António Pargana, um português que vive no Brasil há décadas, onde fundou uma fundação para desenvolver laços entre os filhos, netos e bisnetos da diáspora e Portugal, considera-se um português que sempre será português.
Mas foi com “a camisa verde e amarela” que, durante anos, ele vendeu produtos brasileiros na África, sem poupar elogios ao país que o acolheu, como ele descreveu hoje no primeiro fórum do Portugal Global Nation, que acontece até quinta-feira no Centro Cultural de Belém, em Lisboa.
“O Brasil nos permite desenvolver nossos sonhos”, disse ele, contando que investiu com sucesso em energias renováveis naquele país.
Em outubro de 2023, criou a Fundação António Pargana, através da qual pretende contribuir para o fortalecimento dos laços entre Portugal e a Diáspora, particularmente com o corpo estudantil com laços hereditários ou afetivos com o país.
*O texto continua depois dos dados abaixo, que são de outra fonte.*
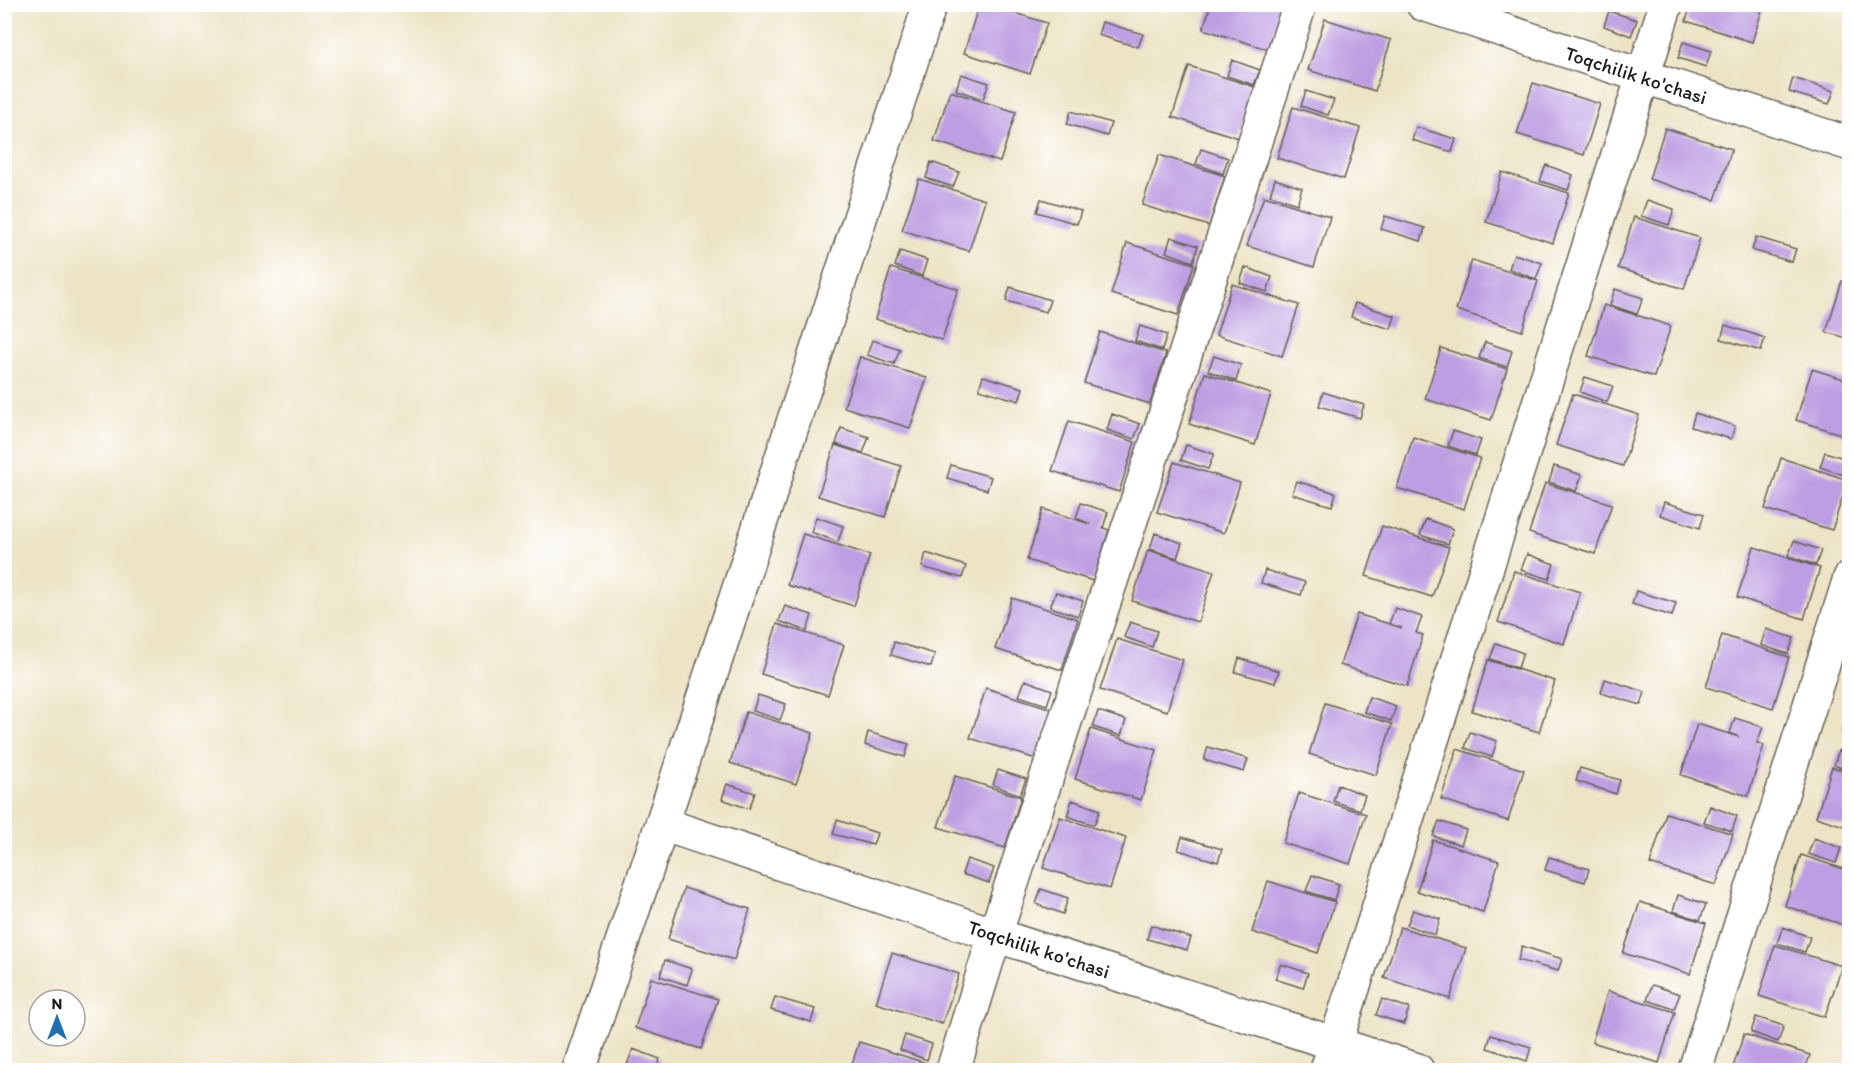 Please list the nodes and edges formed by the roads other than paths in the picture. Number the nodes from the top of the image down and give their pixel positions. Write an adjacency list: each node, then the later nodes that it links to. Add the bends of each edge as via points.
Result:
1 (930, 4): 8 (street)
2 (1300, 4): 9 (street)
3 (1423, 4): 5 (street, Toqchilik ko'chasi)
4 (1666, 4): 5 (street)
5 (1642, 77): 6 (street, Toqchilik ko'chasi); 10 (street)
6 (1850, 144)
7 (1850, 578): 14 (street)
8 (663, 824): 9 (street, Toqchilik ko'chasi); 11 (street)
9 (995, 935): 10 (street, Toqchilik ko'chasi); 12 (street)
10 (1331, 1057): 13 (street, Toqchilik ko'chasi)
11 (579, 1071)
12 (953, 1071)
13 (1416, 1071)
14 (1695, 1071)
E ela já está começando com lusodescendentes que vivem em Portugal, como compartilhou com os participantes deste fórum, que reúne mais de 600 pessoas de 43 países nos cinco continentes.
Luísa Buinhas é cofundadora e diretora de programa da Vyoma GmbH, uma startup de 2020 que lança telescópios baseados em satélite na órbita terrestre para permitir o monitoramento de objetos no espaço próximo à Terra.
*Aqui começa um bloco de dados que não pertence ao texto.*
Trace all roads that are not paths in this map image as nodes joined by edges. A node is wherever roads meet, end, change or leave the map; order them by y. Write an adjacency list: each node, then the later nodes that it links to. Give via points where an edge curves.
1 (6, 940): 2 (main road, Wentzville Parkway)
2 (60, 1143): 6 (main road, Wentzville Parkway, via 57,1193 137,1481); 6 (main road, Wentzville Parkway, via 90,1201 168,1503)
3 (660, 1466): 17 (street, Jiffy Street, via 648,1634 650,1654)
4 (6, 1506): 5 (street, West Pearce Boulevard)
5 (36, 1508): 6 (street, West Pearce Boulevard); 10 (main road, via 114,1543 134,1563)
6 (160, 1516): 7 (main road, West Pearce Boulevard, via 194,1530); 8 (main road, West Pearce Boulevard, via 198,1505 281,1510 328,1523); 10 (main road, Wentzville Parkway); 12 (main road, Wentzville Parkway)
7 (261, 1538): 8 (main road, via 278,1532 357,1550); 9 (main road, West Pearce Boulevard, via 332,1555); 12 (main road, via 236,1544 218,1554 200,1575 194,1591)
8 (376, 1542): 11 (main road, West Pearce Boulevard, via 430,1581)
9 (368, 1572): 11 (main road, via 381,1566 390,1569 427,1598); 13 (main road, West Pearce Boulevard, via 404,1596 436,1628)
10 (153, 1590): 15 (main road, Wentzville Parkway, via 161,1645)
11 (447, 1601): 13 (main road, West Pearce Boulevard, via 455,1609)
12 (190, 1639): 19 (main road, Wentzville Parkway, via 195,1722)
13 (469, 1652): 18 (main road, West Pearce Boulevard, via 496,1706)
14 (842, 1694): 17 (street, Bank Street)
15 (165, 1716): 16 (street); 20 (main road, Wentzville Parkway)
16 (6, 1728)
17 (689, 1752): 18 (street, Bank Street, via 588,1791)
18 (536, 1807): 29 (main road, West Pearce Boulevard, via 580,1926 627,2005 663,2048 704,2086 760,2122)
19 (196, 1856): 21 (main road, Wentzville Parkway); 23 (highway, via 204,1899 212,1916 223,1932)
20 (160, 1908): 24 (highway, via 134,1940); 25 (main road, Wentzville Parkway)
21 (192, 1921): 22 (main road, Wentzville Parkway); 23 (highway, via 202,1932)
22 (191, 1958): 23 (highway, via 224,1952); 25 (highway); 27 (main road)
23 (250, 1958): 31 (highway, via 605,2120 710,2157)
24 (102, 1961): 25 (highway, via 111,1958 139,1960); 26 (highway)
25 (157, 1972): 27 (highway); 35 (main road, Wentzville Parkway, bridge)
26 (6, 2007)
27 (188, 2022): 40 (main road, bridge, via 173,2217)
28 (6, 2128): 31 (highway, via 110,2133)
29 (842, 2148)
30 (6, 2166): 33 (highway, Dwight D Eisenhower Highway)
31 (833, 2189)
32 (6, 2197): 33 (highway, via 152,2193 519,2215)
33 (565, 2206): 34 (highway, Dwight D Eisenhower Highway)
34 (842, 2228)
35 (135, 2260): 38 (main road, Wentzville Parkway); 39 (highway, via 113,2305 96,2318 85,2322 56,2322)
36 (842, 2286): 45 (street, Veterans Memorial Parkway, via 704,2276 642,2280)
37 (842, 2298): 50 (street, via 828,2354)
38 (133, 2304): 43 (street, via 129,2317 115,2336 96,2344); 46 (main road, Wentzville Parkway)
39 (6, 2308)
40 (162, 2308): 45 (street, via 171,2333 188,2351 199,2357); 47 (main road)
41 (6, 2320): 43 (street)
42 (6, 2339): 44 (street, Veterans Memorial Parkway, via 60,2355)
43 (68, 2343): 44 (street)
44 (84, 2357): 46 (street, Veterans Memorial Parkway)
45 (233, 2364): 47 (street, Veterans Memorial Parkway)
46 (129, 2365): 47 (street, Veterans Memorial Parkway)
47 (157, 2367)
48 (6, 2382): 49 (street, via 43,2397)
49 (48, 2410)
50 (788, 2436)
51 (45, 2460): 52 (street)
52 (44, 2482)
Engenheira aeroespacial, ela enfatizou hoje, no fórum Portugal Global Nation, a importância da tecnologia espacial para a segurança e soberania.
Esta portuguesa residente na Alemanha expressou abertura à possibilidade de a empresa que ela co-fundou divulgar seus contatos com empresas portuguesas, especialmente porque Portugal começou a desenvolver sua indústria aeroespacial, tendo participado recentemente do lançamento de seis satélites.
Luísa Buinhas se formou no Instituto Superior Técnico (IST) em Portugal e, posteriormente, concluiu um doutorado no exterior.
Em Munique, onde mora, ele não interage com muitos compatriotas, mas tem pelo menos um trabalhando em sua empresa.
Ele acredita que o espaço é um setor de negócios promissor e pode até ser a razão do investimento que o Portugal Global Nation Forum está promovendo.
“Há toda uma economia em torno do espaço. Se o espaço desaparecesse, haveria uma calamidade econômica”, afirmou.
O Portugal Global Nation é um encontro anual orientado para a ação que conecta territórios portugueses com empreendedores da diáspora e pequenas e médias empresas (PME) nacionais, com o objetivo de criar oportunidades de negócios concretas.
Nesta plataforma, cada território em Portugal apresenta seus ativos mais competitivos, cada empresário da diáspora mostra suas capacidades de investimento e cada PME nacional identifica parceiros para expansão internacional.